A successful aircraft with the speed of an airplane and vertical take-off and landing capability of a helicopter was long sought after. Such aircraft tent to be complex. In the 1970s technology had advanced that much that the first modern tiltrotor aircraft appeared. This research vehicle was the Bell 301, designated XV-15 by the military. The XV-15 has a fuselage with large cockpit windows similar to those often found on helicopters. At the end the rear fuselage slopes up, ending in an H-tail. The largest part of the vertical stabilisers is above the horizontal ones, and the vertical stabilisers have a significant sweep angle. The leading edge has a bent, while the trailing edge is straight. The aircraft has a retractable landing gear with double wheels on all legs. The main gear retracts in bulges at the sides of the fuselage. The XV-15 has fairly short wings with big nacelles at the tips. The whole nacelles can be tilted ninety degrees, from fully forward to vertical. They have the circular exhausts at the back. The turbine engines power three-blade rotors/propellers with large, pointed spinners.

The nacelles of the Bell XV-15 are quite big, as are the propellers/rotors with pointed spinners. The exhausts are round.
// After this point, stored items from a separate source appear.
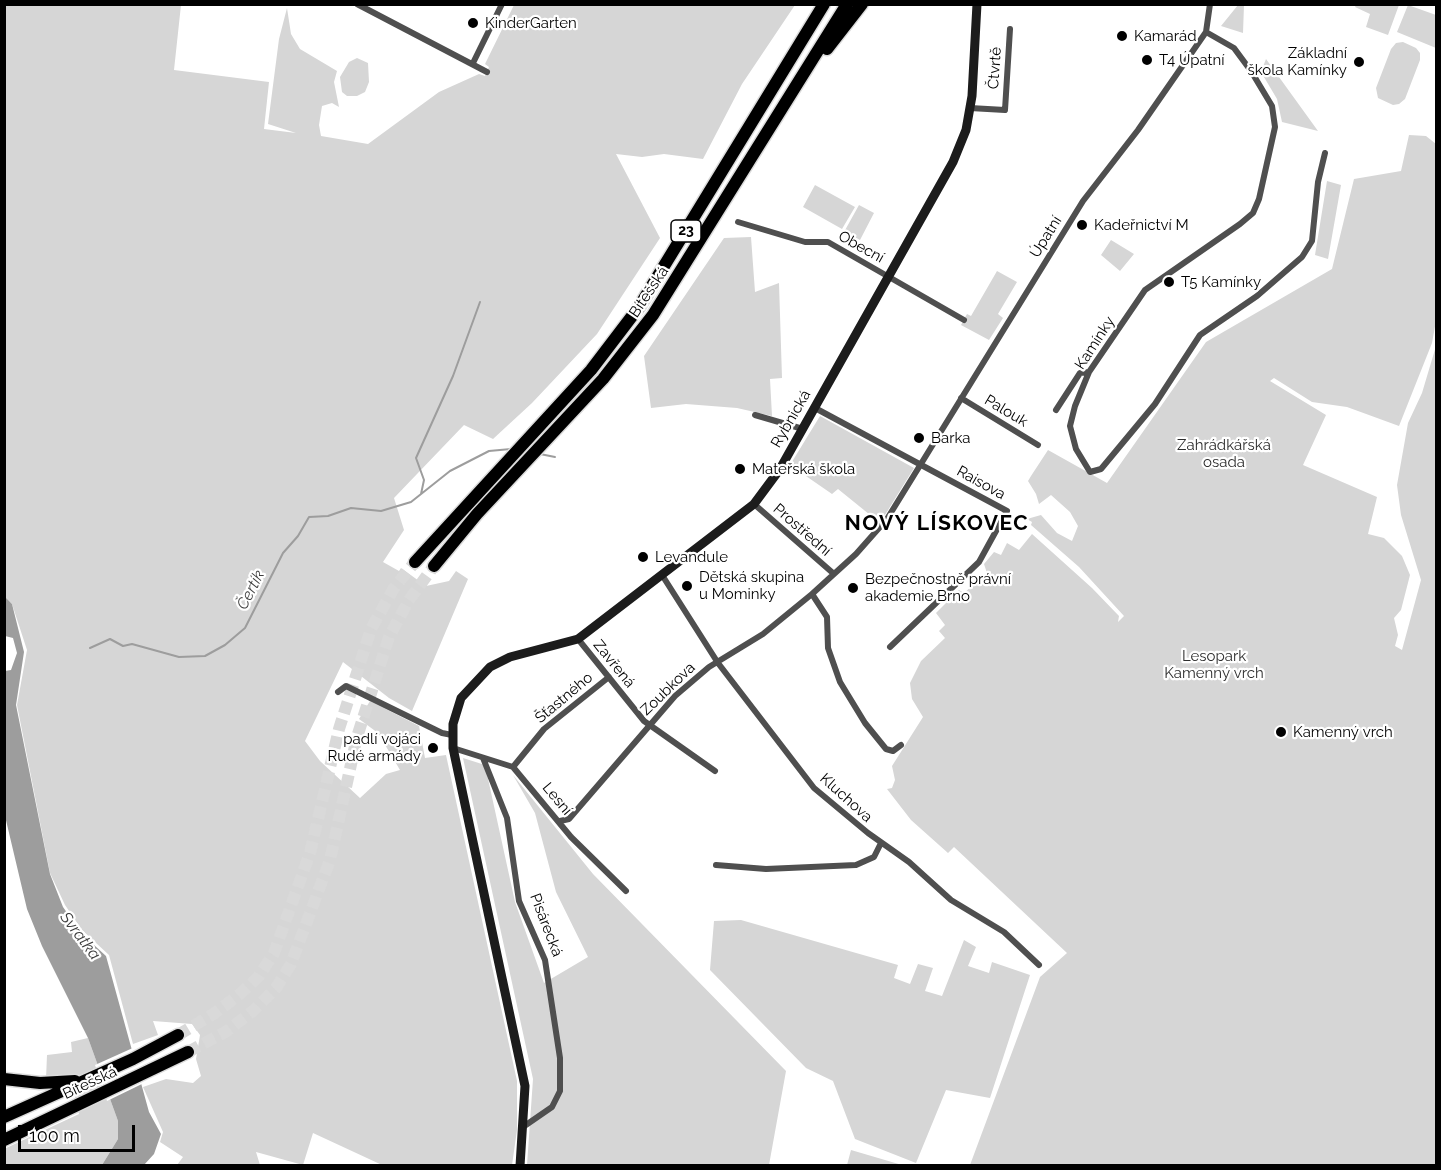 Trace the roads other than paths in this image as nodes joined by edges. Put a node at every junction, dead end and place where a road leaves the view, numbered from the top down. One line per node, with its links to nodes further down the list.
1 (357, 4): 10 (street)
2 (502, 4): 10 (street)
3 (824, 4): 27 (highway, Bítešská / 23)
4 (847, 4): 12 (highway, Bítešská / 23)
5 (862, 4): 12 (highway)
6 (977, 4): 13 (street, Rybnická)
7 (1210, 4): 9 (street)
8 (1010, 29): 13 (street, Čtvrtě)
9 (1206, 32): 18 (street, Kamínky); 19 (street, Úpatní)
10 (473, 63): 11 (street)
11 (487, 72)
12 (790, 98): 28 (highway, Bítešská / 23)
13 (970, 108): 16 (street, Rybnická)
14 (1325, 153): 18 (street, Kamínky)
15 (738, 222): 16 (street, Obecní)
16 (889, 276): 17 (street, Obecní); 20 (street, Rybnická)
17 (964, 320)
18 (1089, 372): 21 (street)
19 (961, 398): 24 (street, Palouk); 25 (street, Úpatní)
20 (815, 408): 23 (street, Rybnická); 25 (street, Raisova)
21 (1056, 410)
22 (755, 415): 23 (street)
23 (803, 429): 26 (street, Rybnická)
24 (1038, 445)
25 (921, 464): 30 (street, Zoubkova); 33 (street, Raisova)
26 (754, 504): 29 (street, Rybnická); 30 (street, Prostřední)
27 (415, 562)
28 (434, 566)
29 (662, 574): 32 (street, Rybnická); 34 (street, Kluchova)
30 (834, 574): 31 (street, Zoubkova)
31 (812, 594): 34 (street, Zoubkova); 39 (street)
32 (578, 639): 35 (street, Zavřená); 38 (street, Rybnická)
33 (890, 647)
34 (718, 663): 37 (street, Zoubkova); 45 (street, Kluchova)
35 (609, 677): 37 (street, Zavřená); 42 (street, Šťastného)
36 (338, 692): 38 (street)
37 (648, 724): 43 (street, Zavřená); 44 (street, Zoubkova)
38 (452, 735): 40 (street, Rybnická)
39 (901, 745)
40 (453, 748): 41 (street); 56 (street)
41 (483, 758): 42 (street); 56 (street, Pisárecká)
42 (513, 767): 44 (street, Lesní)
43 (715, 771)
44 (560, 821): 47 (street, Lesní)
45 (881, 843): 46 (street); 48 (street, Kluchova)
46 (716, 865)
47 (626, 891)
48 (1040, 965)
49 (178, 1035): 52 (highway, Bítešská)
50 (188, 1052): 57 (highway, Bítešská)
51 (4, 1079): 52 (highway)
52 (72, 1084): 53 (highway)
53 (50, 1097): 54 (highway); 55 (highway)
54 (4, 1107)
55 (4, 1118)
56 (523, 1127): 58 (street)
57 (4, 1140)
58 (520, 1166)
The vertical stabilisers of the XV-15 have are significantly swept, differently above and below the horizontal stabilisers, and have a straight, swept trailing edge.

Confusion possible with

Bell-Boeing V-22 Osprey

beech 350i

Essentially, the V-22 is a much larger development of the XV-15 research tiltrotor. It has the same basic shape as the Osprey, including H-tail, three-blade rotors and double wheels on all gears. The nacelles of the Osprey are larger and have rectangular exhausts. Also, the vertical stabilisers have a non-swept trailing edge.

Agusta-Westland AW609

beech 350i

This is to be the first commercial tiltrotor. It is about the same size as the XV-15, but with a T-tail and single wheel main landing gears that retract rearward in the fuselage. (photo: pjs2005/WikiMedia)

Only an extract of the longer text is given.